Segment Start: Recorded data
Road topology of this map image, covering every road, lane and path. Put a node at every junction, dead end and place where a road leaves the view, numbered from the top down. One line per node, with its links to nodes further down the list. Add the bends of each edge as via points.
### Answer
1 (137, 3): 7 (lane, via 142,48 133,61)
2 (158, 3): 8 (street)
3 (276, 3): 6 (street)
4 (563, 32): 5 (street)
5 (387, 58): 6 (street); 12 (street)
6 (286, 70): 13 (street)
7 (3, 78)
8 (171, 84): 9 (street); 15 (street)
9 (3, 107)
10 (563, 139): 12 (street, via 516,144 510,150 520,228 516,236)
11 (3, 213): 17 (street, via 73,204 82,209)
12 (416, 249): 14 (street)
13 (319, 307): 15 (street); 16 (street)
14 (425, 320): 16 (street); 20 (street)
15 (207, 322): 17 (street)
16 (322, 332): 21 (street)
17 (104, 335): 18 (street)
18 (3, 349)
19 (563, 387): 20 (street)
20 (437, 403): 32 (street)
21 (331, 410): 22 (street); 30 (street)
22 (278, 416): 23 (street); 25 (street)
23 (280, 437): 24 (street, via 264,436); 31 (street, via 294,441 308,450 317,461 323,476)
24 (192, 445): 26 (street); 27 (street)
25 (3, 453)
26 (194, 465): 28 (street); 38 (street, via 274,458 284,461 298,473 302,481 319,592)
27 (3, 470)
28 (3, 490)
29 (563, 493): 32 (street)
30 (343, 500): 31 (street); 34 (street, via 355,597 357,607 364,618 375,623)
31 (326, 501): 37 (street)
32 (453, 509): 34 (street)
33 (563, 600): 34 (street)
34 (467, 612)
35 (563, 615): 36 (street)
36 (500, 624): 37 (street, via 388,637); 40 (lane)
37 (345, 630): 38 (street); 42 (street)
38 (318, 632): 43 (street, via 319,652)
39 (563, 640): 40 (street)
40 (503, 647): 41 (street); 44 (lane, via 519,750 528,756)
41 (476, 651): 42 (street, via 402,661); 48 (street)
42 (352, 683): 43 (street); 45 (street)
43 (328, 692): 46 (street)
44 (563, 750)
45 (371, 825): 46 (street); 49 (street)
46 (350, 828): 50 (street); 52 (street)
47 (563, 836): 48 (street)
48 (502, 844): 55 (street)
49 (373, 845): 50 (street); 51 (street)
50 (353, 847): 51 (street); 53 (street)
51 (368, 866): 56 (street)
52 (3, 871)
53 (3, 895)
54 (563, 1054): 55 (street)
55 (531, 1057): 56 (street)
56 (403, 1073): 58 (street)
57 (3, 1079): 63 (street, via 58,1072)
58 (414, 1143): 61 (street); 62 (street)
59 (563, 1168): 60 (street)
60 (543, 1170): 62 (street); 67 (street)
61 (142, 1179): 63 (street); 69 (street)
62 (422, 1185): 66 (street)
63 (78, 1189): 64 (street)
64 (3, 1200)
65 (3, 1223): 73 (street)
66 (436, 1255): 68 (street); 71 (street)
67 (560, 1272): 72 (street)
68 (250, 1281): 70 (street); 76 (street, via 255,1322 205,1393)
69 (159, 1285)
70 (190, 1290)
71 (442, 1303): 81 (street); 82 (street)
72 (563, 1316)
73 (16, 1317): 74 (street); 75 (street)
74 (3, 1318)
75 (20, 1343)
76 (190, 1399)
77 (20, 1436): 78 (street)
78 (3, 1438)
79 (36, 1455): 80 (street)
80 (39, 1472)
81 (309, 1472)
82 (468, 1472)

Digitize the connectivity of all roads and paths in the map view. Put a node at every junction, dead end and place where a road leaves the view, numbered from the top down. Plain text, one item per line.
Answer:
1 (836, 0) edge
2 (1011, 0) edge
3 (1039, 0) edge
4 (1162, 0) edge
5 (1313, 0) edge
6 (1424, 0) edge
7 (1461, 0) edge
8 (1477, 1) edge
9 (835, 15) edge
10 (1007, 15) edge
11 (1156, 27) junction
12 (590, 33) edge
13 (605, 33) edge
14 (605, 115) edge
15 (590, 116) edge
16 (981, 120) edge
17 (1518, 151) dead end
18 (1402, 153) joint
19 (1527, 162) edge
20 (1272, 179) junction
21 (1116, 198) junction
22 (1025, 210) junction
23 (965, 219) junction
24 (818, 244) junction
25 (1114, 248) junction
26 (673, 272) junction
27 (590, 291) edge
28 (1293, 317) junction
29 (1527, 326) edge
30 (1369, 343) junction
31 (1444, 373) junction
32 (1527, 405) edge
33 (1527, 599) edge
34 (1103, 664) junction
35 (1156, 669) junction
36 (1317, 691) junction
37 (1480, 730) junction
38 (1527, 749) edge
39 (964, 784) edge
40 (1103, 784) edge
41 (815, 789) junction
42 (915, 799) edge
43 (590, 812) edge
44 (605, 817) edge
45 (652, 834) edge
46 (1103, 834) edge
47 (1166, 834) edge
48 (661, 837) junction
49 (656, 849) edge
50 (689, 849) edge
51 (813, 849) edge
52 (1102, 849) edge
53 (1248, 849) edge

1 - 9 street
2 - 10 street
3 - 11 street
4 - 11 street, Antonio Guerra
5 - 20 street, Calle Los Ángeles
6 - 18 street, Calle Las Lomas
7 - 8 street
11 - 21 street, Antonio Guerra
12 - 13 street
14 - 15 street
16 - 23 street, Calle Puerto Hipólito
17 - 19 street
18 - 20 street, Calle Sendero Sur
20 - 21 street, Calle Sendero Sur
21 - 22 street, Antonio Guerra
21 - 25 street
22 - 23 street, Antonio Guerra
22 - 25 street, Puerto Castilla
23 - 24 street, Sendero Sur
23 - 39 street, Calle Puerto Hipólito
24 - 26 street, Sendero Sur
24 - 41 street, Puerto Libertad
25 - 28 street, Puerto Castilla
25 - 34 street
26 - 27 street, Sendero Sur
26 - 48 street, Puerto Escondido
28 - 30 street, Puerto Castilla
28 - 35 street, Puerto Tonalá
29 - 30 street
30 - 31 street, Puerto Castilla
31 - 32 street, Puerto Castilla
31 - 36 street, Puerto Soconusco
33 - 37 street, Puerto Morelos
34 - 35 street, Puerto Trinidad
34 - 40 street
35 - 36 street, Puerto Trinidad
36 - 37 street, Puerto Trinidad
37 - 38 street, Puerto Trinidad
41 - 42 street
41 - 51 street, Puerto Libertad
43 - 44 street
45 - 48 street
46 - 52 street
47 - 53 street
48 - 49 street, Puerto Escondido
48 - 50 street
Segment End: Recorded data
__Exercise brief__
Copy out the material in full, exactly as it reads.

__Reply__
Road topology of this map image, covering every road, lane and path. Put a node at every junction, dead end and place where a road leaves the view, numbered from the top down. One line per node, with its links to nodes further down the list. Add the bends of each edge as via points.
### Answer
1 (137, 3): 7 (lane, via 142,48 133,61)
2 (158, 3): 8 (street)
3 (276, 3): 6 (street)
4 (563, 32): 5 (street)
5 (387, 58): 6 (street); 12 (street)
6 (286, 70): 13 (street)
7 (3, 78)
8 (171, 84): 9 (street); 15 (street)
9 (3, 107)
10 (563, 139): 12 (street, via 516,144 510,150 520,228 516,236)
11 (3, 213): 17 (street, via 73,204 82,209)
12 (416, 249): 14 (street)
13 (319, 307): 15 (street); 16 (street)
14 (425, 320): 16 (street); 20 (street)
15 (207, 322): 17 (street)
16 (322, 332): 21 (street)
17 (104, 335): 18 (street)
18 (3, 349)
19 (563, 387): 20 (street)
20 (437, 403): 32 (street)
21 (331, 410): 22 (street); 30 (street)
22 (278, 416): 23 (street); 25 (street)
23 (280, 437): 24 (street, via 264,436); 31 (street, via 294,441 308,450 317,461 323,476)
24 (192, 445): 26 (street); 27 (street)
25 (3, 453)
26 (194, 465): 28 (street); 38 (street, via 274,458 284,461 298,473 302,481 319,592)
27 (3, 470)
28 (3, 490)
29 (563, 493): 32 (street)
30 (343, 500): 31 (street); 34 (street, via 355,597 357,607 364,618 375,623)
31 (326, 501): 37 (street)
32 (453, 509): 34 (street)
33 (563, 600): 34 (street)
34 (467, 612)
35 (563, 615): 36 (street)
36 (500, 624): 37 (street, via 388,637); 40 (lane)
37 (345, 630): 38 (street); 42 (street)
38 (318, 632): 43 (street, via 319,652)
39 (563, 640): 40 (street)
40 (503, 647): 41 (street); 44 (lane, via 519,750 528,756)
41 (476, 651): 42 (street, via 402,661); 48 (street)
42 (352, 683): 43 (street); 45 (street)
43 (328, 692): 46 (street)
44 (563, 750)
45 (371, 825): 46 (street); 49 (street)
46 (350, 828): 50 (street); 52 (street)
47 (563, 836): 48 (street)
48 (502, 844): 55 (street)
49 (373, 845): 50 (street); 51 (street)
50 (353, 847): 51 (street); 53 (street)
51 (368, 866): 56 (street)
52 (3, 871)
53 (3, 895)
54 (563, 1054): 55 (street)
55 (531, 1057): 56 (street)
56 (403, 1073): 58 (street)
57 (3, 1079): 63 (street, via 58,1072)
58 (414, 1143): 61 (street); 62 (street)
59 (563, 1168): 60 (street)
60 (543, 1170): 62 (street); 67 (street)
61 (142, 1179): 63 (street); 69 (street)
62 (422, 1185): 66 (street)
63 (78, 1189): 64 (street)
64 (3, 1200)
65 (3, 1223): 73 (street)
66 (436, 1255): 68 (street); 71 (street)
67 (560, 1272): 72 (street)
68 (250, 1281): 70 (street); 76 (street, via 255,1322 205,1393)
69 (159, 1285)
70 (190, 1290)
71 (442, 1303): 81 (street); 82 (street)
72 (563, 1316)
73 (16, 1317): 74 (street); 75 (street)
74 (3, 1318)
75 (20, 1343)
76 (190, 1399)
77 (20, 1436): 78 (street)
78 (3, 1438)
79 (36, 1455): 80 (street)
80 (39, 1472)
81 (309, 1472)
82 (468, 1472)

Digitize the connectivity of all roads and paths in the map view. Put a node at every junction, dead end and place where a road leaves the view, numbered from the top down. Plain text, one item per line.
Answer:
1 (836, 0) edge
2 (1011, 0) edge
3 (1039, 0) edge
4 (1162, 0) edge
5 (1313, 0) edge
6 (1424, 0) edge
7 (1461, 0) edge
8 (1477, 1) edge
9 (835, 15) edge
10 (1007, 15) edge
11 (1156, 27) junction
12 (590, 33) edge
13 (605, 33) edge
14 (605, 115) edge
15 (590, 116) edge
16 (981, 120) edge
17 (1518, 151) dead end
18 (1402, 153) joint
19 (1527, 162) edge
20 (1272, 179) junction
21 (1116, 198) junction
22 (1025, 210) junction
23 (965, 219) junction
24 (818, 244) junction
25 (1114, 248) junction
26 (673, 272) junction
27 (590, 291) edge
28 (1293, 317) junction
29 (1527, 326) edge
30 (1369, 343) junction
31 (1444, 373) junction
32 (1527, 405) edge
33 (1527, 599) edge
34 (1103, 664) junction
35 (1156, 669) junction
36 (1317, 691) junction
37 (1480, 730) junction
38 (1527, 749) edge
39 (964, 784) edge
40 (1103, 784) edge
41 (815, 789) junction
42 (915, 799) edge
43 (590, 812) edge
44 (605, 817) edge
45 (652, 834) edge
46 (1103, 834) edge
47 (1166, 834) edge
48 (661, 837) junction
49 (656, 849) edge
50 (689, 849) edge
51 (813, 849) edge
52 (1102, 849) edge
53 (1248, 849) edge

1 - 9 street
2 - 10 street
3 - 11 street
4 - 11 street, Antonio Guerra
5 - 20 street, Calle Los Ángeles
6 - 18 street, Calle Las Lomas
7 - 8 street
11 - 21 street, Antonio Guerra
12 - 13 street
14 - 15 street
16 - 23 street, Calle Puerto Hipólito
17 - 19 street
18 - 20 street, Calle Sendero Sur
20 - 21 street, Calle Sendero Sur
21 - 22 street, Antonio Guerra
21 - 25 street
22 - 23 street, Antonio Guerra
22 - 25 street, Puerto Castilla
23 - 24 street, Sendero Sur
23 - 39 street, Calle Puerto Hipólito
24 - 26 street, Sendero Sur
24 - 41 street, Puerto Libertad
25 - 28 street, Puerto Castilla
25 - 34 street
26 - 27 street, Sendero Sur
26 - 48 street, Puerto Escondido
28 - 30 street, Puerto Castilla
28 - 35 street, Puerto Tonalá
29 - 30 street
30 - 31 street, Puerto Castilla
31 - 32 street, Puerto Castilla
31 - 36 street, Puerto Soconusco
33 - 37 street, Puerto Morelos
34 - 35 street, Puerto Trinidad
34 - 40 street
35 - 36 street, Puerto Trinidad
36 - 37 street, Puerto Trinidad
37 - 38 street, Puerto Trinidad
41 - 42 street
41 - 51 street, Puerto Libertad
43 - 44 street
45 - 48 street
46 - 52 street
47 - 53 street
48 - 49 street, Puerto Escondido
48 - 50 street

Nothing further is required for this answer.